0

I have a dataset with several hundred Account numbers and their Descriptions. It has been imported from Excel into a Python dataframe. The Descriptions, in Excel, have varying numbers of leading and trailing white spaces. The Account number is an integer, Description is an object, and End Balance is a float.

I've tried stripping leading and trailing spaces, replacing multiple white space with single but when I use groupby it does not recognize the Descriptions as identical. If I only groupby Account I get 435 rows, which is correct. If I groupby Description I get over 1100 which is not correct (that's the original number of rows).

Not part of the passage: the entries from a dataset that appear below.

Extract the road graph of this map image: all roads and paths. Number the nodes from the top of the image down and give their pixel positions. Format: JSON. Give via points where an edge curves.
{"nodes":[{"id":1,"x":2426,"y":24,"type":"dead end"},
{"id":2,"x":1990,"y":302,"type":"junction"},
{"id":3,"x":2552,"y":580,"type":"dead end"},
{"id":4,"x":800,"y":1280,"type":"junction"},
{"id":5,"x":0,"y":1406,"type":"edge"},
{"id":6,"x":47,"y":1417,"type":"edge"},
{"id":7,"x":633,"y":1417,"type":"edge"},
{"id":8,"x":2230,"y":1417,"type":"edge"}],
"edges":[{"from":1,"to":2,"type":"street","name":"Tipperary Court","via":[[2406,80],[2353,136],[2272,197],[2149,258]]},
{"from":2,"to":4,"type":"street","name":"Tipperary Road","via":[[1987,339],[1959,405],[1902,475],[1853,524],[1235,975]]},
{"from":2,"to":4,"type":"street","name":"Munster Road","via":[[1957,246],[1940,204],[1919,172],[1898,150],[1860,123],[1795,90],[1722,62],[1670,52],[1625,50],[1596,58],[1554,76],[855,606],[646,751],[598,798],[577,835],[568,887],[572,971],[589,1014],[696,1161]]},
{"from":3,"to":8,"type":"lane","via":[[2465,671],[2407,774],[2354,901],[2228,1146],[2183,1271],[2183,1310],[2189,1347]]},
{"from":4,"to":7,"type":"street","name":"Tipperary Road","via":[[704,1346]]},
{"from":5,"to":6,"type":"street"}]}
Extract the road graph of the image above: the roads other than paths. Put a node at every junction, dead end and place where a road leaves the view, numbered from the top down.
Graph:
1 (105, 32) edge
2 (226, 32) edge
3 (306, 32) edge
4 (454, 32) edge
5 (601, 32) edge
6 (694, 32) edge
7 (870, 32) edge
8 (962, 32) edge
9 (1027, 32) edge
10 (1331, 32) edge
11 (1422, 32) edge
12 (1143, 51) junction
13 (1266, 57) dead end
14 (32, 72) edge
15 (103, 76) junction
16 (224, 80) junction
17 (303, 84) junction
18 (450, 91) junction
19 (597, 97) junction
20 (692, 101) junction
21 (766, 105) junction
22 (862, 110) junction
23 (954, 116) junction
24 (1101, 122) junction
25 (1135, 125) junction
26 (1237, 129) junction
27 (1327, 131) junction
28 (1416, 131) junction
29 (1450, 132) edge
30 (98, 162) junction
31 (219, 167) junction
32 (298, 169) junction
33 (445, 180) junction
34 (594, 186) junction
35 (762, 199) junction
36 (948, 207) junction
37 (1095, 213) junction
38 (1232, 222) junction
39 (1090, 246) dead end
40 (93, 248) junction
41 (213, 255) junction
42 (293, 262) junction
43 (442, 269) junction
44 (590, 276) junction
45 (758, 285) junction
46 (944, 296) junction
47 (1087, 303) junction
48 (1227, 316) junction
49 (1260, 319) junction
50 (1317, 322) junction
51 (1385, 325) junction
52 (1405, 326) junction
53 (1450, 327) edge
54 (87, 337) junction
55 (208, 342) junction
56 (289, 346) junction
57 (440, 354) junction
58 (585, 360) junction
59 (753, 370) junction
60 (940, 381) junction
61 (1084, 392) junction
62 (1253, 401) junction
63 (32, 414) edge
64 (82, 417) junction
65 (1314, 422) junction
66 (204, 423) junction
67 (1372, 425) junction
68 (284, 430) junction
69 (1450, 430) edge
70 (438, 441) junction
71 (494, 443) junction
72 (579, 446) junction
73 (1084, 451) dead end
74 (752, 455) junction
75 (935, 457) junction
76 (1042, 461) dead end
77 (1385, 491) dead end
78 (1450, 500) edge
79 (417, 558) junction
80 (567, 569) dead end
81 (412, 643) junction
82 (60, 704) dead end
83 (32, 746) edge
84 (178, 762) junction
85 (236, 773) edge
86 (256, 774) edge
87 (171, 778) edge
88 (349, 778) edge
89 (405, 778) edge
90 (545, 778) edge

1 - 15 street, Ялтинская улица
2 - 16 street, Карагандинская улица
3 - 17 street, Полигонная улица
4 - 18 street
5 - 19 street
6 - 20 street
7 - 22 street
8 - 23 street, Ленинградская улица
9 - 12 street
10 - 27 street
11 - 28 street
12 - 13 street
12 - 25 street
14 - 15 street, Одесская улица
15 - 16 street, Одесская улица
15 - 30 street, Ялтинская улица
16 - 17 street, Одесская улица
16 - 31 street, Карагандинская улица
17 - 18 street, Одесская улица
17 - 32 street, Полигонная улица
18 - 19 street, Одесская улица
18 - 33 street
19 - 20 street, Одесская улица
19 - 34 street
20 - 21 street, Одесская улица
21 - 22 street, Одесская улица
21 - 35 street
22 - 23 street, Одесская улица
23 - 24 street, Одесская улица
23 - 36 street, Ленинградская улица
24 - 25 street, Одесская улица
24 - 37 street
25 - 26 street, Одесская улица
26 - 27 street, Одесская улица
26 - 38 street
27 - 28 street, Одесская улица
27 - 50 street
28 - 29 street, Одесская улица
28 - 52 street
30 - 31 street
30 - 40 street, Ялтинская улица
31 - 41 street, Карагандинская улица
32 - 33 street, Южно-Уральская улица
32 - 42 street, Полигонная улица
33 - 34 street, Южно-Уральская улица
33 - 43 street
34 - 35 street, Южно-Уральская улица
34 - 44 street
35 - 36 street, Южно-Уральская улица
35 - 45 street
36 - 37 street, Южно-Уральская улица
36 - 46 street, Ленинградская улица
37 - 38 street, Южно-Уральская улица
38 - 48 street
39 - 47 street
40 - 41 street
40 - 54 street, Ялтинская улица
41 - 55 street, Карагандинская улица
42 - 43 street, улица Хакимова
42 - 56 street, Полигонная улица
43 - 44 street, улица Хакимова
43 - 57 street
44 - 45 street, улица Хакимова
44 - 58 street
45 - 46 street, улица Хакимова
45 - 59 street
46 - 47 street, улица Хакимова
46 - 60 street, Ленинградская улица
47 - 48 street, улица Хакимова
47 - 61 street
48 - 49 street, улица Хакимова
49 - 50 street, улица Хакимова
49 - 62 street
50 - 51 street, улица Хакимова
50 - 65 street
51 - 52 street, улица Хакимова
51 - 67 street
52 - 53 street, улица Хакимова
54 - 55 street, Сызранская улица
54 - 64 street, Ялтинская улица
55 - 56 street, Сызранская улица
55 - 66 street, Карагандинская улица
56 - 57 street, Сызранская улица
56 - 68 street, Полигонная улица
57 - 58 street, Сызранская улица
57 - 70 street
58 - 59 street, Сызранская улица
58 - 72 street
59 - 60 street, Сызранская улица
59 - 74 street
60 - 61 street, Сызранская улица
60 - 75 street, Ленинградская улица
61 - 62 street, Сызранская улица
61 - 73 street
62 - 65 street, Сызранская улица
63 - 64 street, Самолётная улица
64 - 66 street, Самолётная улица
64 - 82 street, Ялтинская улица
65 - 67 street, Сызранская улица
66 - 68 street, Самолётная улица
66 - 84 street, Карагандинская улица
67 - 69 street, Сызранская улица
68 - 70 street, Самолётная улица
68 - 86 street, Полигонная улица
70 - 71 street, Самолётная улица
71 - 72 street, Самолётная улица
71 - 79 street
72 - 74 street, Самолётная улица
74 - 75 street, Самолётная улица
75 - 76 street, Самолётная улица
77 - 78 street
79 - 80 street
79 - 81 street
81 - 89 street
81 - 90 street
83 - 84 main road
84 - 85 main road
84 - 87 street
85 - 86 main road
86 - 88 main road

Grouping by Account and Description yields same result as grouping by Description. This implies to me that the Descriptions are still not seen as identical.

I've also tried not stripping at all and leaving as original with no joy.

Any thoughts of how to make the Descriptions identical?

# Replaces multiple white spaces in string to a single whitespace
PE5901_df['Description'] = PE5901_df['Description'].str.replace('\s+', ' ', regex=True)

# Strip leading and trailing spaces from fields to avoid groupby, concat, and merge issues later.
PE5901_df['Description'] = PE5901_df['Description'].str.strip()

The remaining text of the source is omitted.